*** DATA RECORDS
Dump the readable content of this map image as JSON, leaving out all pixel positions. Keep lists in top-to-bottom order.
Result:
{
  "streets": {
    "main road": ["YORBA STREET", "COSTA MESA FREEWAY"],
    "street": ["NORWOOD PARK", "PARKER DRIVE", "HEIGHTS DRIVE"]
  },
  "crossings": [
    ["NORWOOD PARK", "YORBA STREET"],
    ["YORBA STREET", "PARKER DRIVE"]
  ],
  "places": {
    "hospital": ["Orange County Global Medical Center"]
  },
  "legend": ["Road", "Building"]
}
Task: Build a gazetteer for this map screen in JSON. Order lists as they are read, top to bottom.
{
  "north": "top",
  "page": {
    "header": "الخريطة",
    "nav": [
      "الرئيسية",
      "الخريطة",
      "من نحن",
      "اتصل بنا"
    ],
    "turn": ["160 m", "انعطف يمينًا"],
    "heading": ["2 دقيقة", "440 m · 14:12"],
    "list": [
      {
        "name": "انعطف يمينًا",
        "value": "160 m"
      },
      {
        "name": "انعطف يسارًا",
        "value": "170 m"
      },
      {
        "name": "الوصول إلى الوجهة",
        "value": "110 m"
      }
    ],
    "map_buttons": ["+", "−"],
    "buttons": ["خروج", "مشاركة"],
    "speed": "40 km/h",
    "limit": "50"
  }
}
******
* **ASSIGNMENT**:
Restate each record above word for word.

* **WRITTEN REPLY**:
Dump the readable content of this map image as JSON, leaving out all pixel positions. Keep lists in top-to-bottom order.
Result:
{
  "streets": {
    "main road": ["YORBA STREET", "COSTA MESA FREEWAY"],
    "street": ["NORWOOD PARK", "PARKER DRIVE", "HEIGHTS DRIVE"]
  },
  "crossings": [
    ["NORWOOD PARK", "YORBA STREET"],
    ["YORBA STREET", "PARKER DRIVE"]
  ],
  "places": {
    "hospital": ["Orange County Global Medical Center"]
  },
  "legend": ["Road", "Building"]
}
Task: Build a gazetteer for this map screen in JSON. Order lists as they are read, top to bottom.
{
  "north": "top",
  "page": {
    "header": "الخريطة",
    "nav": [
      "الرئيسية",
      "الخريطة",
      "من نحن",
      "اتصل بنا"
    ],
    "turn": ["160 m", "انعطف يمينًا"],
    "heading": ["2 دقيقة", "440 m · 14:12"],
    "list": [
      {
        "name": "انعطف يمينًا",
        "value": "160 m"
      },
      {
        "name": "انعطف يسارًا",
        "value": "170 m"
      },
      {
        "name": "الوصول إلى الوجهة",
        "value": "110 m"
      }
    ],
    "map_buttons": ["+", "−"],
    "buttons": ["خروج", "مشاركة"],
    "speed": "40 km/h",
    "limit": "50"
  }
}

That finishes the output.